Michele Forsten or Alka Gupta

Brooklyn, NY — An unusual interdisciplinary study by astronomers and climatologists has found a striking correlation between holes in the outermost layer of the sun — or the corona — and the globally averaged temperature of the Earth, suggesting that the Earth’s atmospheric temperature may be strongly linked to solar magnetism changes over months or years.
In a paper that appears in the February 28 issue of the journal New Astronomy, climatologist Eric Posmentier of Long Island University’s Brooklyn Campus, solar physicists Willie Soon and Sallie Baliunas of the Harvard-Smithsonian Center for Astrophysics and physicist Pius Okeke of the University of Nigeria chart temperature anomalies seen in the Earth’s lower troposphere (i.e., the region of atmosphere in which we live) using Microwave Sounding Unit (MSU) radiometers aboard weather satellites.
The scientists compared the Earth’s temperature with the size of coronal holes reported on the Sun during a two-decade period, starting in January 1979 and ending April 1998. Results show a clear drop in terrestrial atmospheric temperature after the Sun’s magnetic field activity is most intense. At this point, there is a dropping off of magnetic activity and an enlargement of the coronal holes. "This is the first time anyone has combined these modern, reliable data sets to link solar activity and climate, and to cite several alternative mechanisms that might explain this link," Posmentier explained.

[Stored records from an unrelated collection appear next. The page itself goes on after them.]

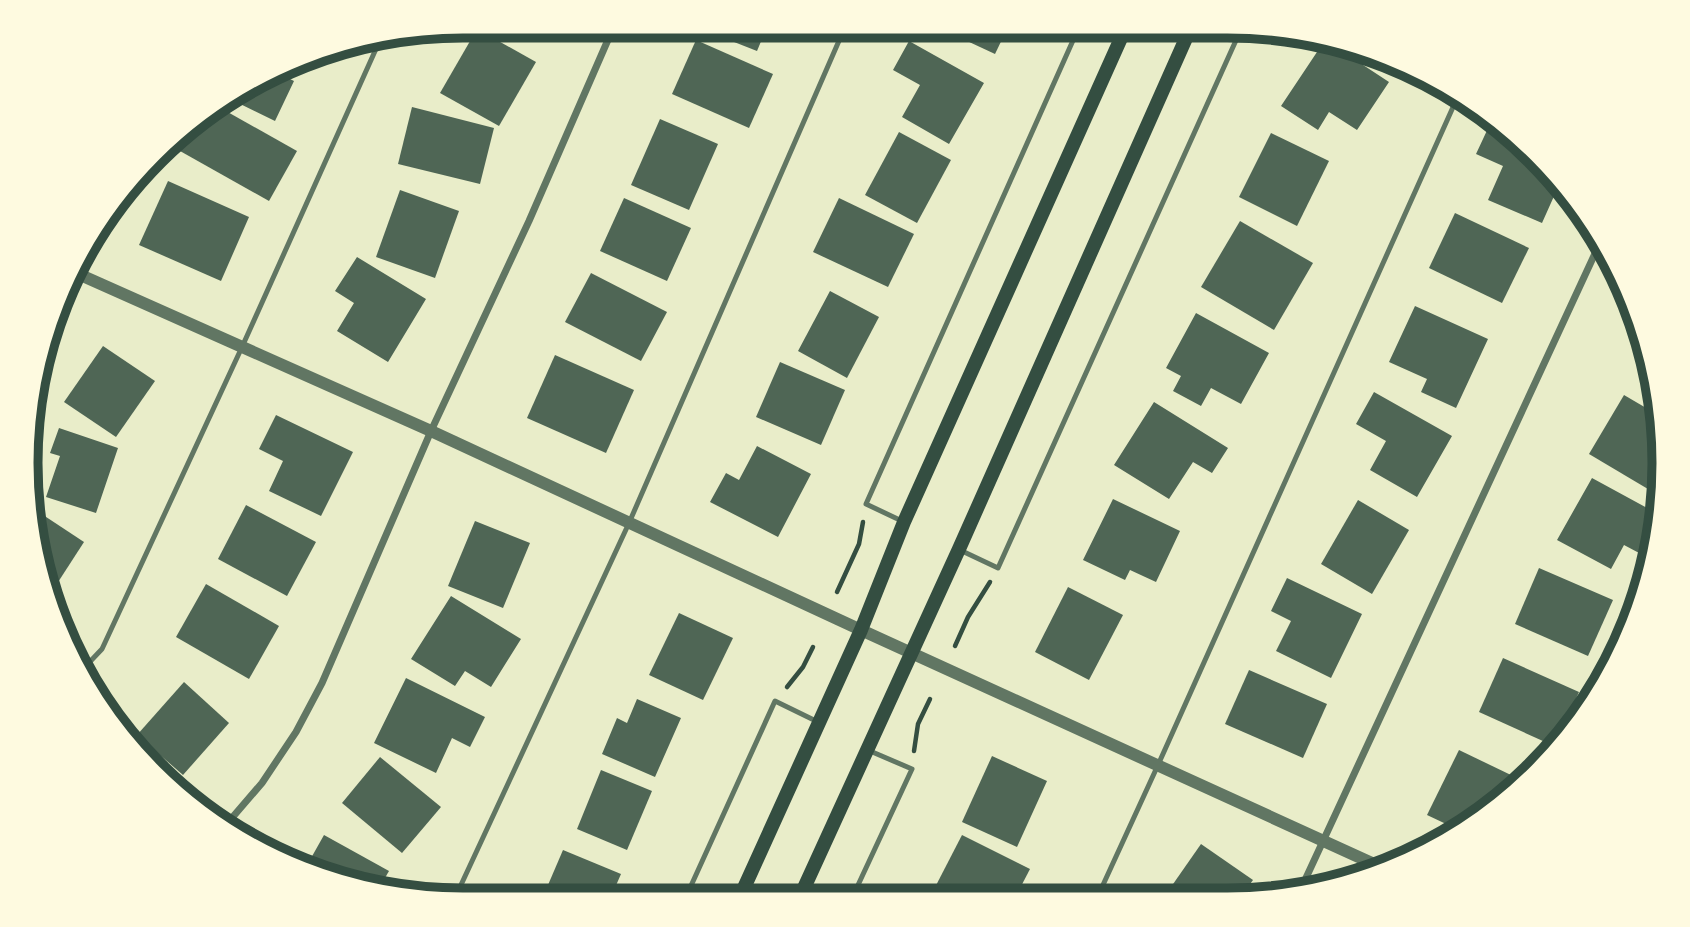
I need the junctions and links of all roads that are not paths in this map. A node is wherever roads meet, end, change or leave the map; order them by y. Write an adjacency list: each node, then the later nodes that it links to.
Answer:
1 (609, 38): 12 (street)
2 (840, 38): 14 (lane)
3 (1074, 38): 13 (lane)
4 (1121, 38): 13 (main road)
5 (1186, 38): 15 (main road)
6 (1237, 38): 15 (lane)
7 (376, 48): 11 (lane)
8 (1454, 104): 21 (lane)
9 (1596, 252): 23 (street)
10 (82, 276): 11 (street)
11 (243, 346): 12 (street); 18 (lane)
12 (431, 431): 14 (street); 22 (street)
13 (904, 522): 16 (main road)
14 (629, 523): 16 (street); 26 (lane)
15 (959, 549): 17 (main road)
16 (861, 630): 17 (street); 19 (main road)
17 (912, 653): 20 (main road); 21 (street)
18 (88, 663)
19 (819, 722): 27 (lane); 28 (main road)
20 (867, 750): 29 (main road); 30 (lane)
21 (1158, 765): 23 (street); 31 (lane)
22 (231, 819)
23 (1323, 840): 24 (street); 25 (street)
24 (1372, 863)
25 (1305, 881)
26 (460, 888)
27 (690, 888)
28 (744, 888)
29 (804, 888)
30 (857, 888)
31 (1102, 888)

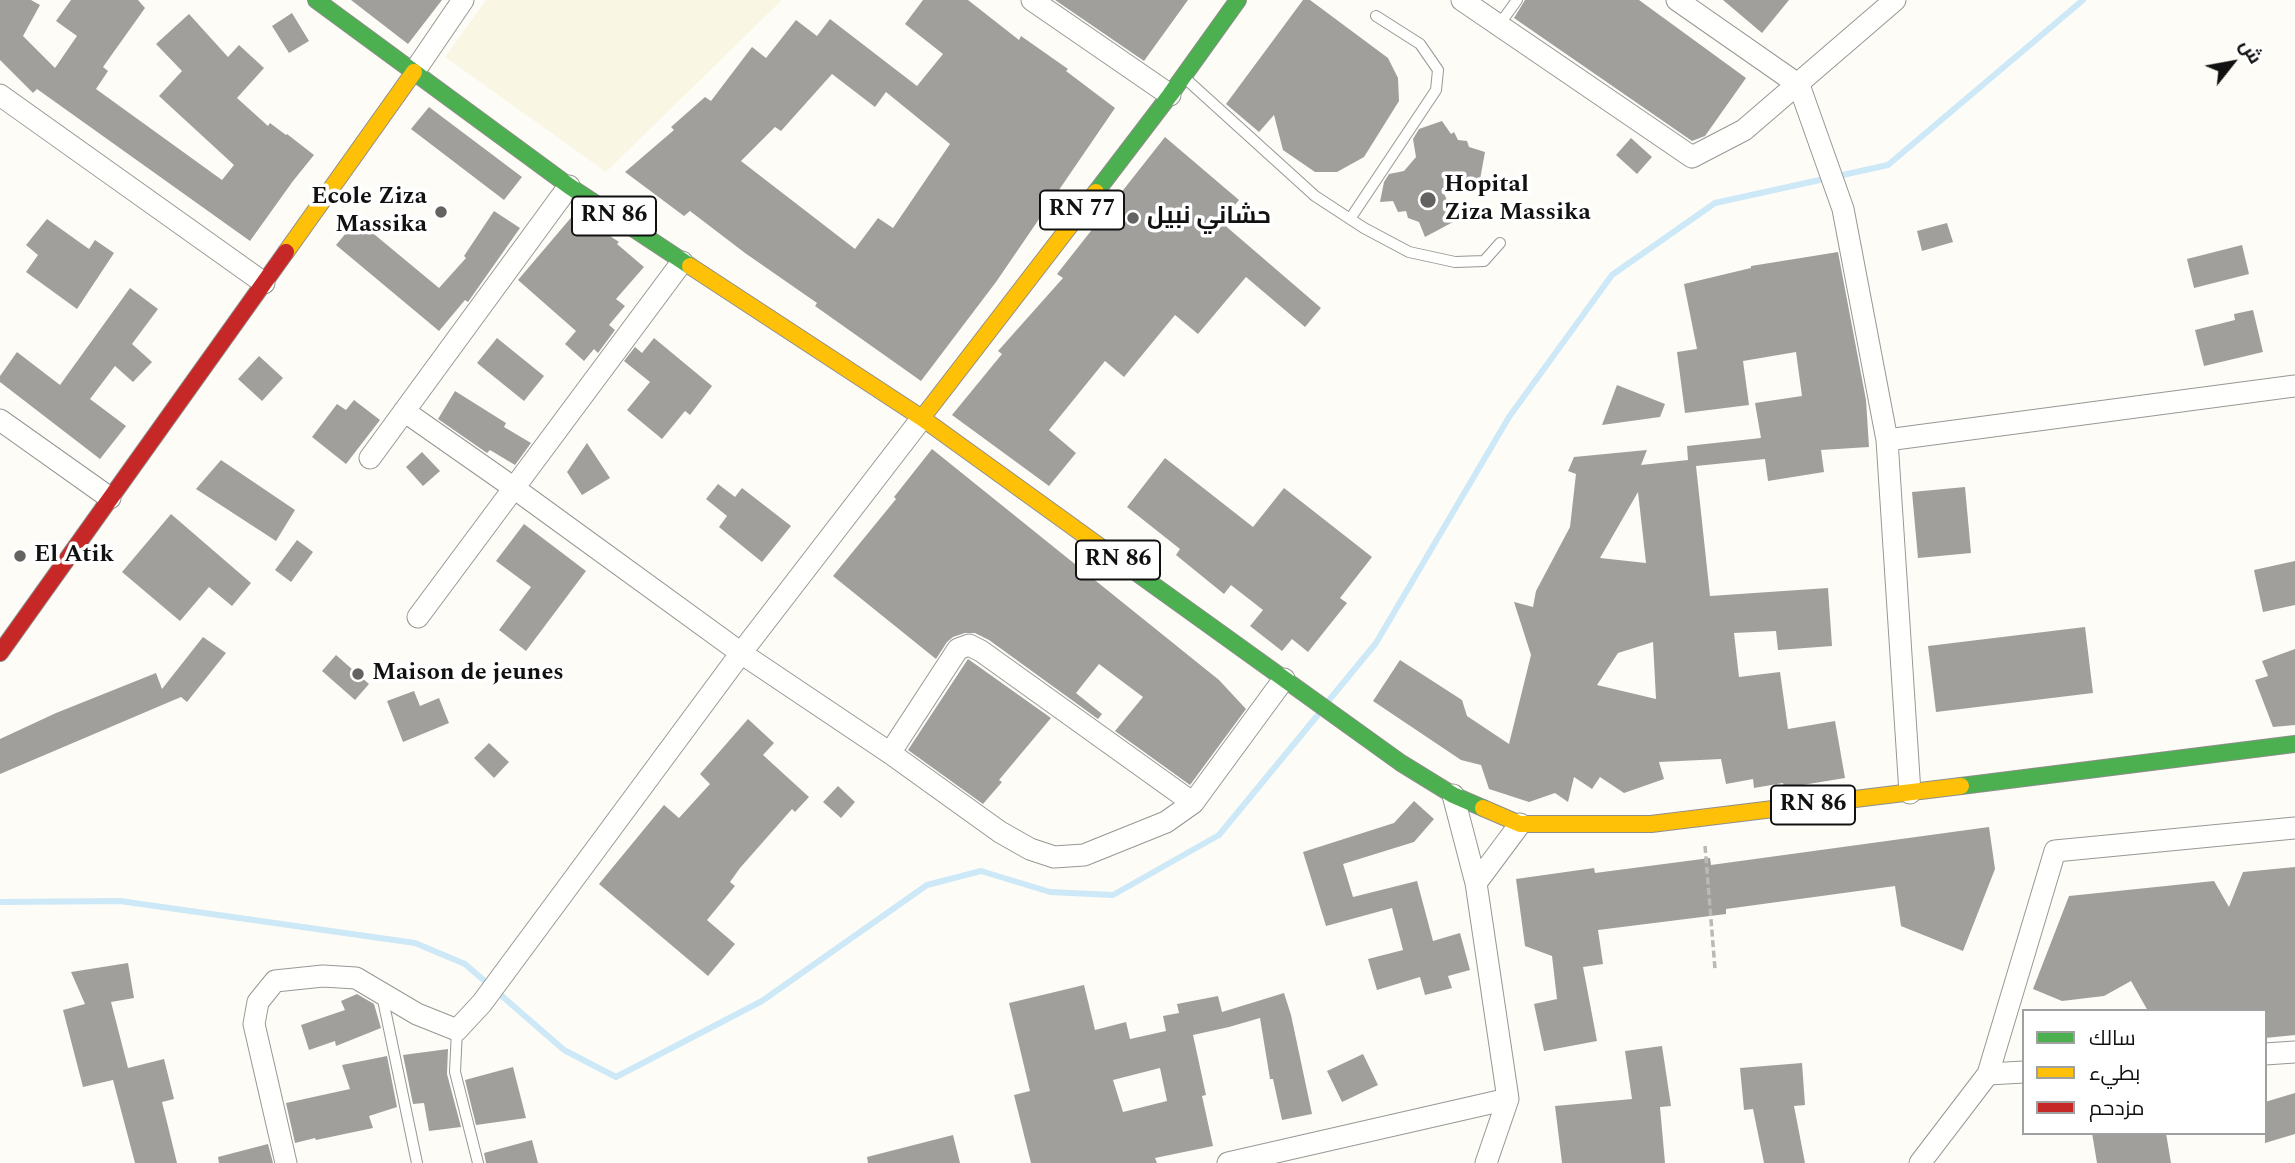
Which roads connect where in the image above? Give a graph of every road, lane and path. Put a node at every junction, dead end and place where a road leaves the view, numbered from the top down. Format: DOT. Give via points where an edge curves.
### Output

Coronal holes are, literally, gaps in the Sun’s outer atmosphere through which the stream of hot, supersonic particles known as the solar wind pours out into space to engulf the entire planetary system. At Earth, this hot bath of charged particles produces the aurorae (i.e., the aurora borealis), interferes with electrical and radio transmissions, and may threaten passengers aboard high-flying airliners or astronauts aboard unshielded spacecraft. The solar wind has also been long suspected as a possible indirect contributor to terrestrial climate change.
Posmentier and colleagues think that the connection between the solar wind and climate may be more direct, suggesting that the charged particles hitting the Earth’s atmosphere may affect the properties of terrestrial water clouds, particularly the percentage of those clouds covering the Earth. In turn, significant changes in the cloud cover influence the temperature of the lower troposphere, with temperatures falling with increased cloud cover. Another possibility is that the charged particles change ozone chemistry in the upper atmosphere, in turn affecting the dynamics of the climate.

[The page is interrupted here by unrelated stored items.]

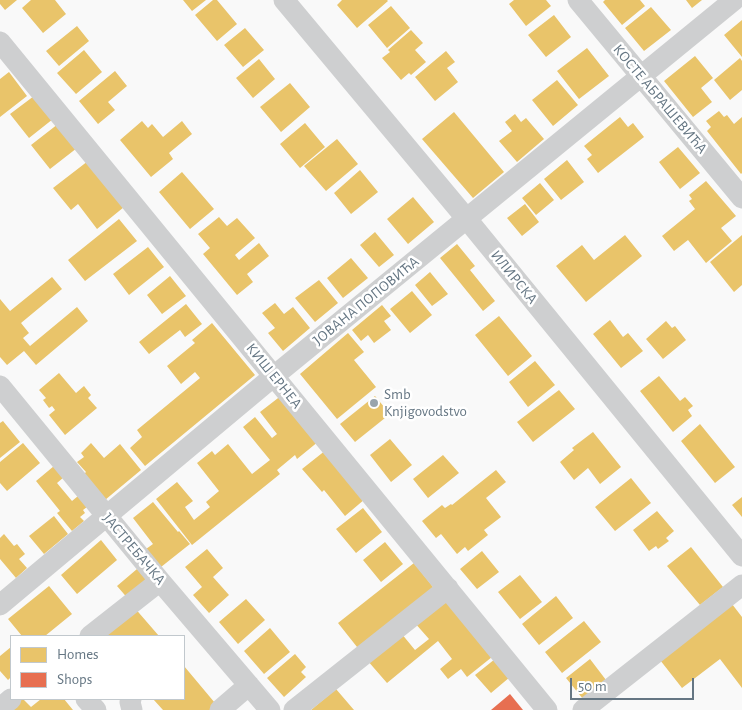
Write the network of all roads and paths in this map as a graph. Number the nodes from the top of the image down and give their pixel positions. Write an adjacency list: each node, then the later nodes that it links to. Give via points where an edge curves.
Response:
1 (284, 0): 7 (street, ИЛИРСКА)
2 (578, 0): 5 (street, КОСТЕ АБРАШЕВИЋА)
3 (734, 0): 5 (street, ЈОВАНА ПОПОВИЋА)
4 (0, 42): 8 (street, КИШ ЕРНЕА)
5 (641, 76): 6 (street, КОСТЕ АБРАШЕВИЋА); 7 (street, ЈОВАНА ПОПОВИЋА)
6 (742, 198)
7 (466, 218): 8 (street, ЈОВАНА ПОПОВИЋА); 11 (street, ИЛИРСКА)
8 (274, 376): 10 (street, ЈОВАНА ПОПОВИЋА); 14 (street, КИШ ЕРНЕА)
9 (0, 386): 10 (street, ЈАСТРЕБАЧКА)
10 (107, 517): 12 (street, ЈАСТРЕБАЧКА); 15 (street, ЈОВАНА ПОПОВИЋА)
11 (742, 556)
12 (160, 581): 16 (street); 17 (street, ЈАСТРЕБАЧКА)
13 (742, 585): 26 (street)
14 (448, 588): 24 (street); 25 (street, КИШ ЕРНЕА)
15 (0, 606)
16 (91, 635)
17 (259, 697): 22 (street); 23 (street)
18 (10, 700): 20 (street)
19 (87, 700): 21 (street)
20 (0, 708)
21 (96, 710)
22 (220, 710)
23 (241, 710)
24 (294, 710)
25 (547, 710)
26 (583, 710)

The scientists note, however, that the charged particles hitting the Earth could come from either the Sun, or from galactic cosmic rays that are modulated by the solar wind. Or, from a combination of both sources. Regardless, the percentage of the Sun’s surface covered by coronal holes seems to be a fairly accurate indicator of temperature in the Earth’s troposphere over months or years.
The correlation comes with some caveats. As Posmentier and colleagues note, other major climate factors are also at work concurrently, thus complicating attempts to correlate Sun-Earth phenomena. Most notable in the past two decades have been the warming effects of the 1997-98 El Nino and the general cooling that followed the eruption of Mount Pinatubo in 1991.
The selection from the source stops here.